Point Counting on Igusa Varieties for function fields
Paul Hamacher, Wansu Kim
TL;DR
The paper constructs Igusa varieties over moduli stacks of global G-shtukas in global function fields and proves a Shin-type point-counting formula, yielding a cohomological description in the division-algebra case. It develops a comprehensive local–global framework with Igusa covers for local G-shtukas, Beilinson–Drinfeld bounds, and adelic descent, enabling explicit Hecke actions and fixed-point counts.

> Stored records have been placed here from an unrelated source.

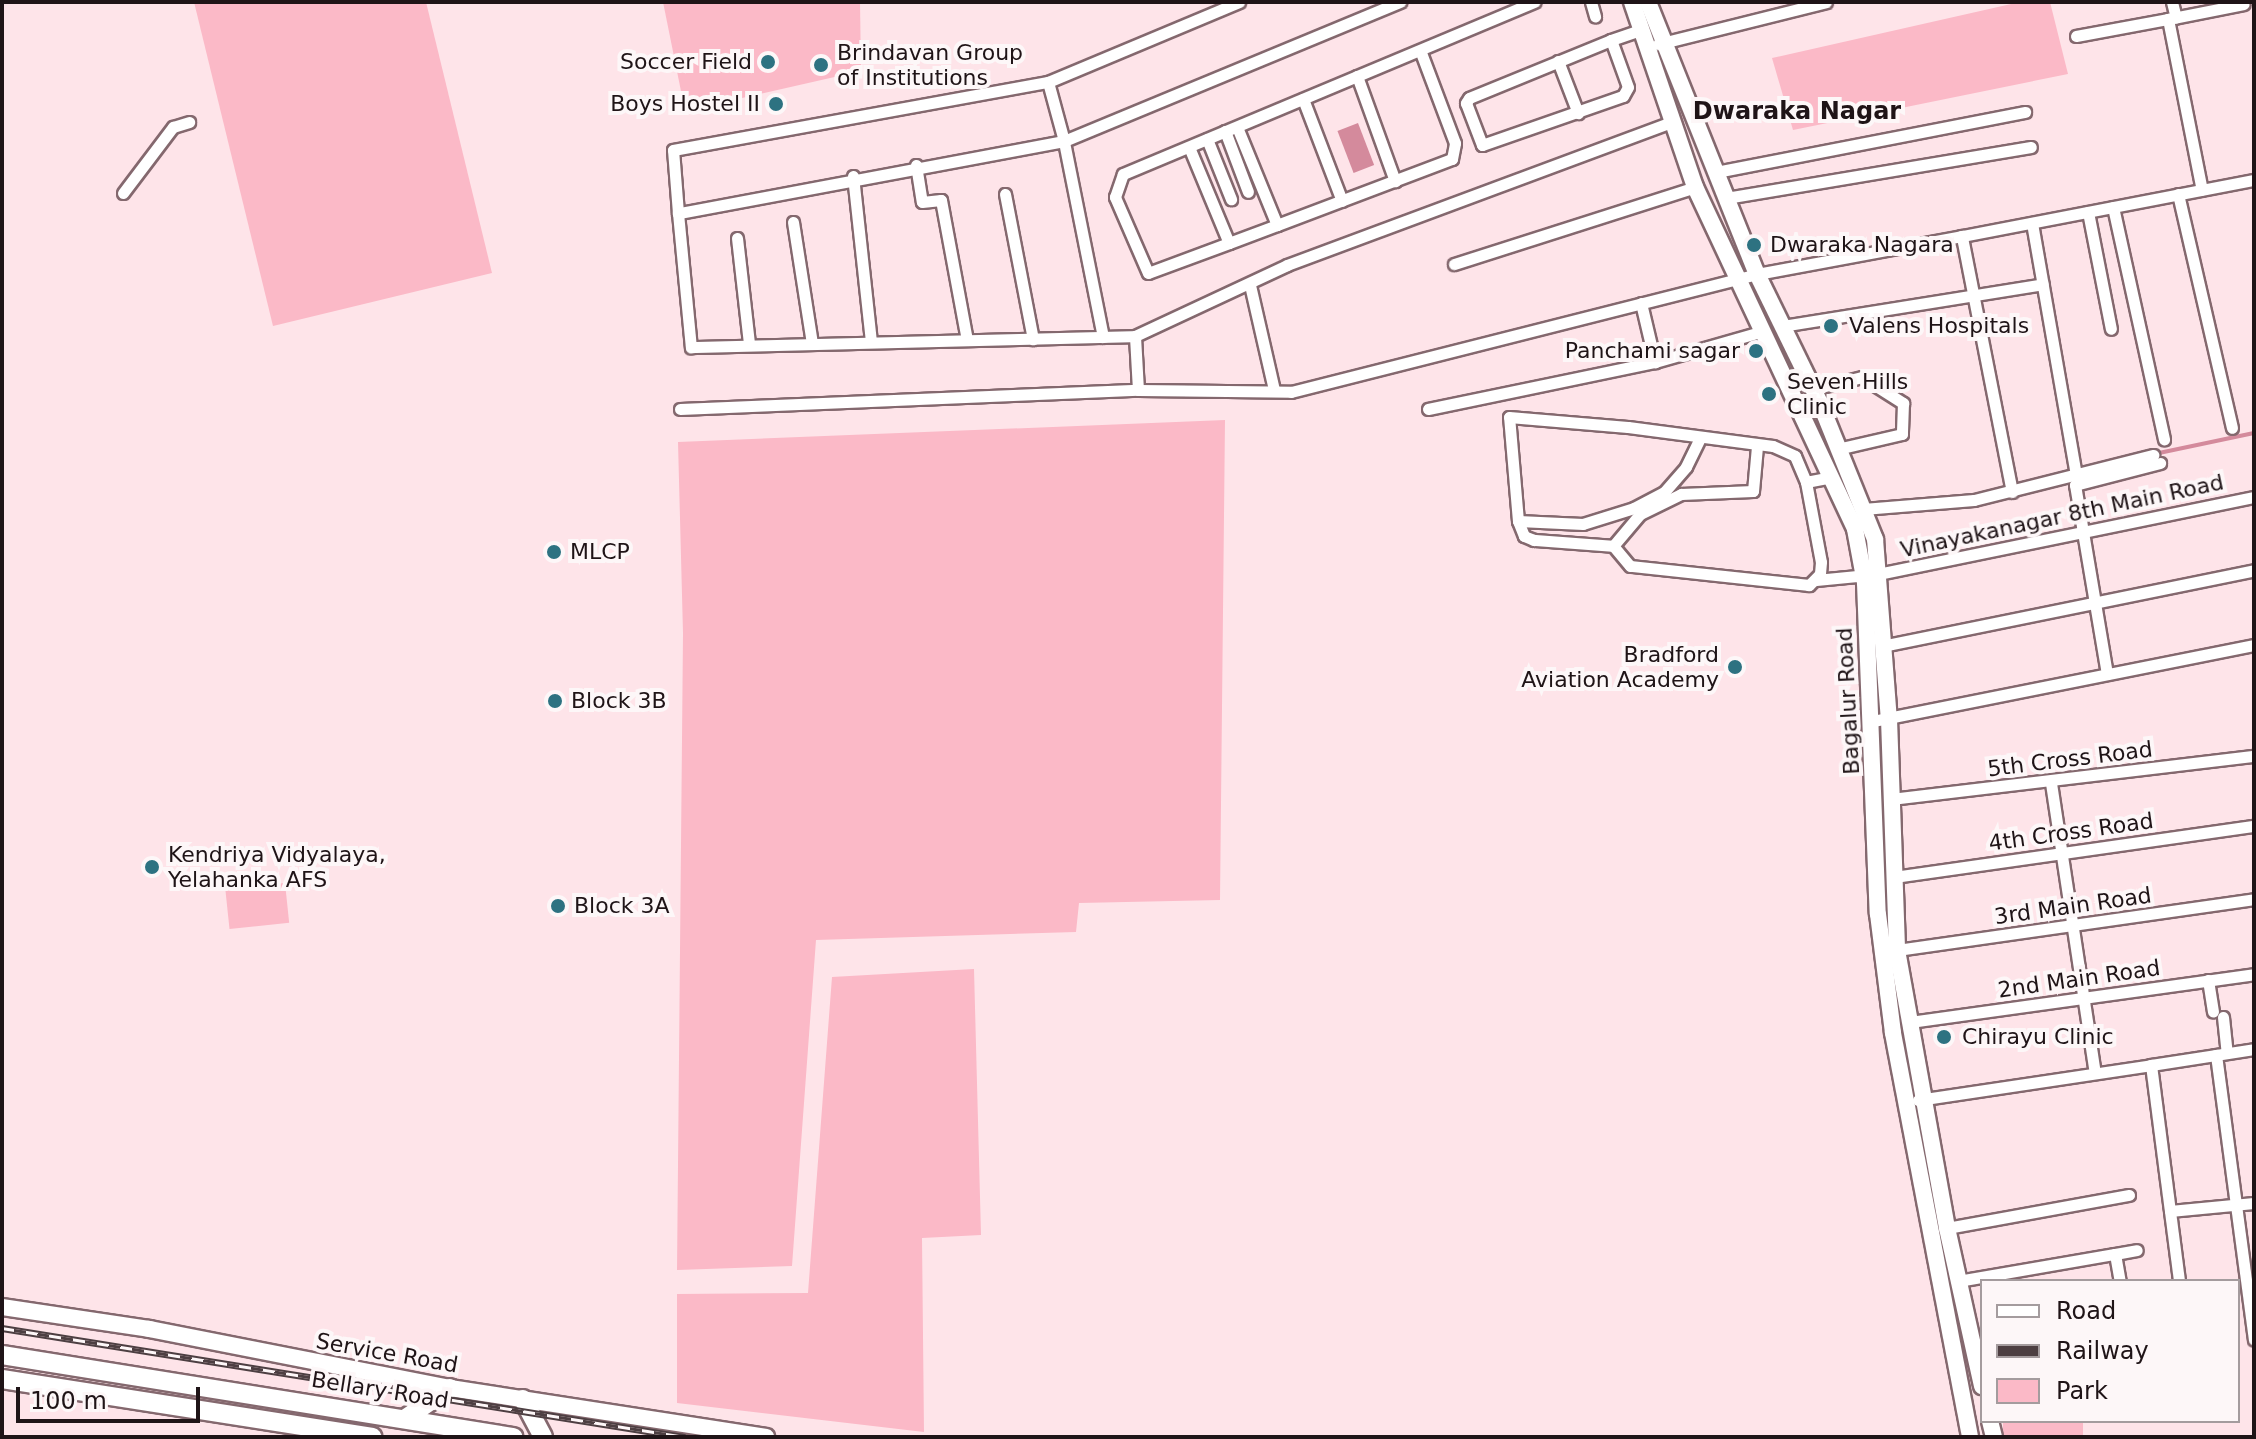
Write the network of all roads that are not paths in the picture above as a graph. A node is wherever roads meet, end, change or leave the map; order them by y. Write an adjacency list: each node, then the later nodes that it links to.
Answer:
1 (1239, 2): 20 (street)
2 (1400, 2): 28 (street)
3 (1535, 2): 17 (street)
4 (1591, 2): 11 (street)
5 (1632, 2): 13 (main road, Bagalur Road)
6 (1648, 2): 16 (main road, Bagalur Road)
7 (1826, 2): 16 (street)
8 (2172, 2): 12 (street)
9 (2244, 4): 10 (street)
10 (2219, 6): 12 (street)
11 (1595, 16)
12 (2172, 19): 14 (street); 37 (street)
13 (1643, 29): 15 (street); 16 (main road, Bagalur Road)
14 (2076, 36)
15 (1611, 40): 18 (street); 23 (street)
16 (1656, 44): 25 (main road, Bagalur Road); 32 (main road, Bagalur Road)
17 (1420, 50): 19 (street); 35 (street)
18 (1558, 61): 23 (street); 23 (street)
19 (1357, 76): 21 (street); 35 (street)
20 (1048, 82): 28 (street); 47 (street)
21 (1303, 99): 26 (street); 44 (street)
22 (2025, 112): 32 (street)
23 (1578, 113)
24 (189, 122): 39 (street)
25 (1671, 122): 36 (main road, Bagalur Road); 58 (street)
26 (1231, 129): 27 (street); 38 (street); 50 (street)
27 (1207, 139): 29 (street); 43 (street)
28 (1064, 141): 31 (street); 65 (street)
29 (1189, 147): 53 (street); 53 (street)
30 (2031, 147): 42 (street)
31 (916, 165): 33 (street); 67 (street)
32 (1716, 172): 42 (main road, Bagalur Road)
33 (853, 176): 47 (street); 68 (street)
34 (2254, 180): 37 (street)
35 (1395, 181): 44 (street)
36 (1695, 187): 54 (street); 56 (main road, Bagalur Road)
37 (2202, 190): 41 (street)
38 (1248, 192)
39 (123, 193)
40 (1005, 194): 66 (street)
41 (2178, 194): 45 (street); 77 (street)
42 (1726, 198): 55 (main road, Bagalur Road)
43 (1231, 199)
44 (1342, 201): 50 (street)
45 (2113, 207): 46 (street); 79 (street)
46 (2088, 212): 49 (street); 62 (street)
47 (678, 213): 69 (street)
48 (793, 222): 70 (street)
49 (2032, 223): 51 (street); 57 (street)
50 (1277, 225): 53 (street)
51 (1962, 236): 55 (street); 59 (street)
52 (737, 238): 69 (street)
53 (1229, 243)
54 (1454, 264)
55 (1757, 274): 56 (street); 61 (main road, Bagalur Road)
56 (1739, 278): 60 (street); 63 (main road, Bagalur Road)
57 (2043, 284): 59 (street); 84 (street)
58 (1250, 285): 64 (street); 74 (street)
59 (1974, 297): 61 (street); 88 (street)
60 (1641, 303): 71 (street); 74 (street)
61 (1782, 326): 72 (main road, Bagalur Road)
62 (2111, 329)
63 (1764, 331): 71 (street); 81 (main road, Bagalur Road)
64 (1135, 336): 65 (street); 73 (street)
65 (1103, 337): 66 (street)
66 (1033, 339): 67 (street)
67 (967, 340): 68 (street)
68 (871, 342): 70 (street)
69 (749, 343): 70 (street)
70 (812, 343)
71 (1655, 362): 76 (street)
72 (1813, 389): 82 (main road, Bagalur Road); 82 (street)
73 (1138, 390): 74 (street); 75 (street)
74 (1274, 390)
75 (680, 409)
76 (1428, 409)
77 (2232, 428)
78 (1700, 438): 80 (street); 91 (street); 91 (street)
79 (2164, 439)
80 (1757, 446): 83 (street); 93 (street)
81 (1817, 447): 83 (street); 85 (main road, Bagalur Road)
82 (1837, 449): 87 (main road, Bagalur Road)
83 (1795, 456): 86 (street)
84 (2076, 475): 88 (street); 92 (street)
85 (1831, 477): 86 (street); 87 (main road, Bagalur Road)
86 (1806, 482): 96 (street)
87 (1846, 492): 90 (main road, Bagalur Road); 95 (main road, Bagalur Road)
88 (2012, 492): 90 (street)
89 (2254, 497): 92 (street, Vinayakanagar 8th Main Road)
90 (1863, 509): 95 (main road, Bagalur Road)
91 (1518, 521): 93 (street)
92 (2084, 532): 95 (street, Vinayakanagar 8th Main Road); 97 (street)
93 (1613, 546): 96 (street, Vinayakanagar 8th Main Road)
94 (2254, 570): 97 (street)
95 (1871, 575): 96 (street, Vinayakanagar 8th Main Road); 99 (main road, Bagalur Road); 101 (main road, Bagalur Road)
96 (1816, 580)
97 (2096, 603): 99 (street); 100 (street)
98 (2254, 645): 100 (street)
99 (1882, 646): 101 (main road, Bagalur Road)
100 (2107, 674): 101 (street)
101 (1881, 720): 104 (main road, Bagalur Road); 120 (main road, Bagalur Road)
102 (2254, 756): 103 (street, 5th Cross Road)
103 (2051, 783): 104 (street, 5th Cross Road); 106 (street)
104 (1891, 799): 107 (main road, Bagalur Road)
105 (2254, 826): 106 (street, 4th Cross Road)
106 (2062, 853): 107 (street, 4th Cross Road); 109 (street)
107 (1894, 877): 110 (main road, Bagalur Road)
108 (2254, 899): 109 (street, 3rd Main Road)
109 (2073, 927): 110 (street, 3rd Main Road); 113 (street)
110 (1897, 950): 114 (main road, Bagalur Road)
111 (2254, 974): 112 (street, 2nd Main Road)
112 (2208, 980): 113 (street, 2nd Main Road); 116 (street)
113 (2084, 999): 114 (street, 2nd Main Road); 118 (street)
114 (1910, 1022): 119 (main road, Bagalur Road)
115 (2254, 1049): 116 (street)
116 (2222, 1054): 117 (street); 123 (street)
117 (2151, 1065): 118 (street); 124 (street)
118 (2095, 1073): 119 (street)
119 (1924, 1099): 120 (street); 125 (main road, Bagalur Road)
120 (1905, 1102): 144 (main road, Bagalur Road)
121 (2129, 1195): 125 (street)
122 (2254, 1203): 123 (street)
123 (2236, 1205): 124 (street); 133 (street)
124 (2170, 1211): 129 (street)
125 (1947, 1228): 130 (main road, Bagalur Road)
126 (2137, 1250): 127 (street)
127 (2115, 1254): 128 (street); 130 (street)
128 (2120, 1279)
129 (2179, 1279)
130 (1958, 1281): 132 (main road, Bagalur Road)
131 (2, 1307): 137 (main road, Service Road)
132 (1976, 1339): 135 (main road, Bagalur Road)
133 (2254, 1339)
134 (2, 1355): 139 (highway, Bellary Road)
135 (1980, 1370)
136 (2, 1379): 140 (highway)
137 (450, 1388): 138 (main road, Service Road); 139 (highway)
138 (523, 1399): 142 (highway); 143 (main road, Service Road)
139 (406, 1418): 141 (highway, Bellary Road)
140 (372, 1437)
141 (513, 1437)
142 (543, 1437)
143 (766, 1437)
144 (1970, 1437)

A full trace formula is established in the division-algebra setting (n<p), expressing cohomological traces as sums over automorphic representations via Red^b and Jacquet–Langlands transfers, together with a robust elliptic-term analysis and Kottwitz–Igusa triples. The work also demonstrates applications to Barsotti–Tate groups, Shimura varieties, and bounds/purity phenomena, and outlines conjectural extensions to the general function-field Igusa setting beyond division algebras. Overall, it builds a function-field analogue of the classical Igusa–Rapoport framework, providing tools for Langlands-type correspondences through geometric and automorphic inputs and suggesting future directions via Lefschetz-type formulas and elliptic terms beyond the division-algebra case.
Abstract
Igusa varieties over the special fibre of Shimura varieties have demonstrated many applications to the Langlands program via Mantovan's formula and Shin's point counting method. In this paper we study Igusa varieties over the moduli stack of global $\Gscr$-shtukas and (under certain conditions) calculate the Hecke action on its cohomology. As part of their construction we prove novel results about local $G$-shtukas in both equal and unequal characteristic and also discuss application of these results to Barsotti-Tate groups and Shimura varieties.